> _WORK REQUEST_:
The listing that follows should be reproduced exactly, line for line.

> _MATERIAL PROVIDED_:
------------------------------------------------------------

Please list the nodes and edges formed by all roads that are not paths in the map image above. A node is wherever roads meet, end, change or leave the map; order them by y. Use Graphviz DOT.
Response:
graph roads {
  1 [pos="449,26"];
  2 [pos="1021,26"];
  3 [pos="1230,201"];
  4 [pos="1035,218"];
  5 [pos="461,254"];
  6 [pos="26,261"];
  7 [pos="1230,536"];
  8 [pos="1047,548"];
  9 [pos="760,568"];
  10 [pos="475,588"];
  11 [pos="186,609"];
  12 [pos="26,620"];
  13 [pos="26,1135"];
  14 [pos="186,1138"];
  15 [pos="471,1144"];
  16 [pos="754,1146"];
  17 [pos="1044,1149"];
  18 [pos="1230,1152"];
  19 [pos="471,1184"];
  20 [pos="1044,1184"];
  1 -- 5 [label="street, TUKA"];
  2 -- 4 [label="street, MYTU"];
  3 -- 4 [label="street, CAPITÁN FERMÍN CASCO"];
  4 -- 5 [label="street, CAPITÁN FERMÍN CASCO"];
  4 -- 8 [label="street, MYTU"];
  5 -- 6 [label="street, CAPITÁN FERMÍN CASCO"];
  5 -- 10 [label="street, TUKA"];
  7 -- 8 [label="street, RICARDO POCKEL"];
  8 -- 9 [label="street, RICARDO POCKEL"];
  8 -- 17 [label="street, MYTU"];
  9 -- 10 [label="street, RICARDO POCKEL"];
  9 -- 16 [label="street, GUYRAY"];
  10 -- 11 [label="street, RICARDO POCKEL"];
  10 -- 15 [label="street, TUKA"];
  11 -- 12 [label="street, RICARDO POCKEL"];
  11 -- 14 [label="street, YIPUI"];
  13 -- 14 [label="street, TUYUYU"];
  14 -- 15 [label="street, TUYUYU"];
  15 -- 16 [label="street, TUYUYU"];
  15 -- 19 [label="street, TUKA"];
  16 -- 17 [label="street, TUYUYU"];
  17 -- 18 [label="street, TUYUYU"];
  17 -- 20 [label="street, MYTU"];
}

------------------------------------------------------------

> _SOLUTION FOR THIS PROBLEM_:
Please list the nodes and edges formed by all roads that are not paths in the map image above. A node is wherever roads meet, end, change or leave the map; order them by y. Use Graphviz DOT.
Response:
graph roads {
  1 [pos="449,26"];
  2 [pos="1021,26"];
  3 [pos="1230,201"];
  4 [pos="1035,218"];
  5 [pos="461,254"];
  6 [pos="26,261"];
  7 [pos="1230,536"];
  8 [pos="1047,548"];
  9 [pos="760,568"];
  10 [pos="475,588"];
  11 [pos="186,609"];
  12 [pos="26,620"];
  13 [pos="26,1135"];
  14 [pos="186,1138"];
  15 [pos="471,1144"];
  16 [pos="754,1146"];
  17 [pos="1044,1149"];
  18 [pos="1230,1152"];
  19 [pos="471,1184"];
  20 [pos="1044,1184"];
  1 -- 5 [label="street, TUKA"];
  2 -- 4 [label="street, MYTU"];
  3 -- 4 [label="street, CAPITÁN FERMÍN CASCO"];
  4 -- 5 [label="street, CAPITÁN FERMÍN CASCO"];
  4 -- 8 [label="street, MYTU"];
  5 -- 6 [label="street, CAPITÁN FERMÍN CASCO"];
  5 -- 10 [label="street, TUKA"];
  7 -- 8 [label="street, RICARDO POCKEL"];
  8 -- 9 [label="street, RICARDO POCKEL"];
  8 -- 17 [label="street, MYTU"];
  9 -- 10 [label="street, RICARDO POCKEL"];
  9 -- 16 [label="street, GUYRAY"];
  10 -- 11 [label="street, RICARDO POCKEL"];
  10 -- 15 [label="street, TUKA"];
  11 -- 12 [label="street, RICARDO POCKEL"];
  11 -- 14 [label="street, YIPUI"];
  13 -- 14 [label="street, TUYUYU"];
  14 -- 15 [label="street, TUYUYU"];
  15 -- 16 [label="street, TUYUYU"];
  15 -- 19 [label="street, TUKA"];
  16 -- 17 [label="street, TUYUYU"];
  17 -- 18 [label="street, TUYUYU"];
  17 -- 20 [label="street, MYTU"];
}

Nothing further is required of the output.